PROBLEM TO SOLVE:
Only an exact copy of the listing below will do.

EXERCISE INPUTS:
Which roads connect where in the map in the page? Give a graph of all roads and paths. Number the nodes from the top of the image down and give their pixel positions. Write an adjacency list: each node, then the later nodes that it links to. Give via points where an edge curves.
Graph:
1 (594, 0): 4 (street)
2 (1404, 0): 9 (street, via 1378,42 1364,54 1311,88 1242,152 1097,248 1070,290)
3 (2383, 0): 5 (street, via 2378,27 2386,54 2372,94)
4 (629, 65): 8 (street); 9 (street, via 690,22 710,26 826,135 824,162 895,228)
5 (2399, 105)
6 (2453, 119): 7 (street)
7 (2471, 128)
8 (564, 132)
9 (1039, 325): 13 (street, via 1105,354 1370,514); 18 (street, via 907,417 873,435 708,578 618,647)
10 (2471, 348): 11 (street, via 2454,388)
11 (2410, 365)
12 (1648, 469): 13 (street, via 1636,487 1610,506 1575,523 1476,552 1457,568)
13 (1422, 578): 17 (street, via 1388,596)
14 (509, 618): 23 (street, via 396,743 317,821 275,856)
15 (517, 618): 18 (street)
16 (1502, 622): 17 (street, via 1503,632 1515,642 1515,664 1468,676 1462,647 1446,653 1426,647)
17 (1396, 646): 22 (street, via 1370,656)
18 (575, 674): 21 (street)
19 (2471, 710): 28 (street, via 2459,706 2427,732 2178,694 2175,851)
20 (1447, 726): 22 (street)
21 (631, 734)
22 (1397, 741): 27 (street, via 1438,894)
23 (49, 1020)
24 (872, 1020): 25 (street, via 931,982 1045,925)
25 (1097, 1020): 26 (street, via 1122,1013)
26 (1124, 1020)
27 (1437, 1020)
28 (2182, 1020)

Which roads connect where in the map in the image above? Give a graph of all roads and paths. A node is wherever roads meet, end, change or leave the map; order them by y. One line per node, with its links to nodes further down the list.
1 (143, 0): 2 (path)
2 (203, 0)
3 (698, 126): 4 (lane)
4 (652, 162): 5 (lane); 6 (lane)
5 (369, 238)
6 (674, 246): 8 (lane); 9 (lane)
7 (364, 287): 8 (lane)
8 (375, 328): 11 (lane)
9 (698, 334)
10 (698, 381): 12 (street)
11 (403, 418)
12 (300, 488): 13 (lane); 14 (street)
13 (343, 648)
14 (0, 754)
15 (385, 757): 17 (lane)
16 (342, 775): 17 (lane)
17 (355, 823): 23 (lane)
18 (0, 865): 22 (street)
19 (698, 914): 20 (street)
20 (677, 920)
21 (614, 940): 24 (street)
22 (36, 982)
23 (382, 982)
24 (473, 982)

RESPONSE BOX:
Which roads connect where in the map in the page? Give a graph of all roads and paths. Number the nodes from the top of the image down and give their pixel positions. Write an adjacency list: each node, then the later nodes that it links to. Give via points where an edge curves.
Graph:
1 (594, 0): 4 (street)
2 (1404, 0): 9 (street, via 1378,42 1364,54 1311,88 1242,152 1097,248 1070,290)
3 (2383, 0): 5 (street, via 2378,27 2386,54 2372,94)
4 (629, 65): 8 (street); 9 (street, via 690,22 710,26 826,135 824,162 895,228)
5 (2399, 105)
6 (2453, 119): 7 (street)
7 (2471, 128)
8 (564, 132)
9 (1039, 325): 13 (street, via 1105,354 1370,514); 18 (street, via 907,417 873,435 708,578 618,647)
10 (2471, 348): 11 (street, via 2454,388)
11 (2410, 365)
12 (1648, 469): 13 (street, via 1636,487 1610,506 1575,523 1476,552 1457,568)
13 (1422, 578): 17 (street, via 1388,596)
14 (509, 618): 23 (street, via 396,743 317,821 275,856)
15 (517, 618): 18 (street)
16 (1502, 622): 17 (street, via 1503,632 1515,642 1515,664 1468,676 1462,647 1446,653 1426,647)
17 (1396, 646): 22 (street, via 1370,656)
18 (575, 674): 21 (street)
19 (2471, 710): 28 (street, via 2459,706 2427,732 2178,694 2175,851)
20 (1447, 726): 22 (street)
21 (631, 734)
22 (1397, 741): 27 (street, via 1438,894)
23 (49, 1020)
24 (872, 1020): 25 (street, via 931,982 1045,925)
25 (1097, 1020): 26 (street, via 1122,1013)
26 (1124, 1020)
27 (1437, 1020)
28 (2182, 1020)

Which roads connect where in the map in the image above? Give a graph of all roads and paths. A node is wherever roads meet, end, change or leave the map; order them by y. One line per node, with its links to nodes further down the list.
1 (143, 0): 2 (path)
2 (203, 0)
3 (698, 126): 4 (lane)
4 (652, 162): 5 (lane); 6 (lane)
5 (369, 238)
6 (674, 246): 8 (lane); 9 (lane)
7 (364, 287): 8 (lane)
8 (375, 328): 11 (lane)
9 (698, 334)
10 (698, 381): 12 (street)
11 (403, 418)
12 (300, 488): 13 (lane); 14 (street)
13 (343, 648)
14 (0, 754)
15 (385, 757): 17 (lane)
16 (342, 775): 17 (lane)
17 (355, 823): 23 (lane)
18 (0, 865): 22 (street)
19 (698, 914): 20 (street)
20 (677, 920)
21 (614, 940): 24 (street)
22 (36, 982)
23 (382, 982)
24 (473, 982)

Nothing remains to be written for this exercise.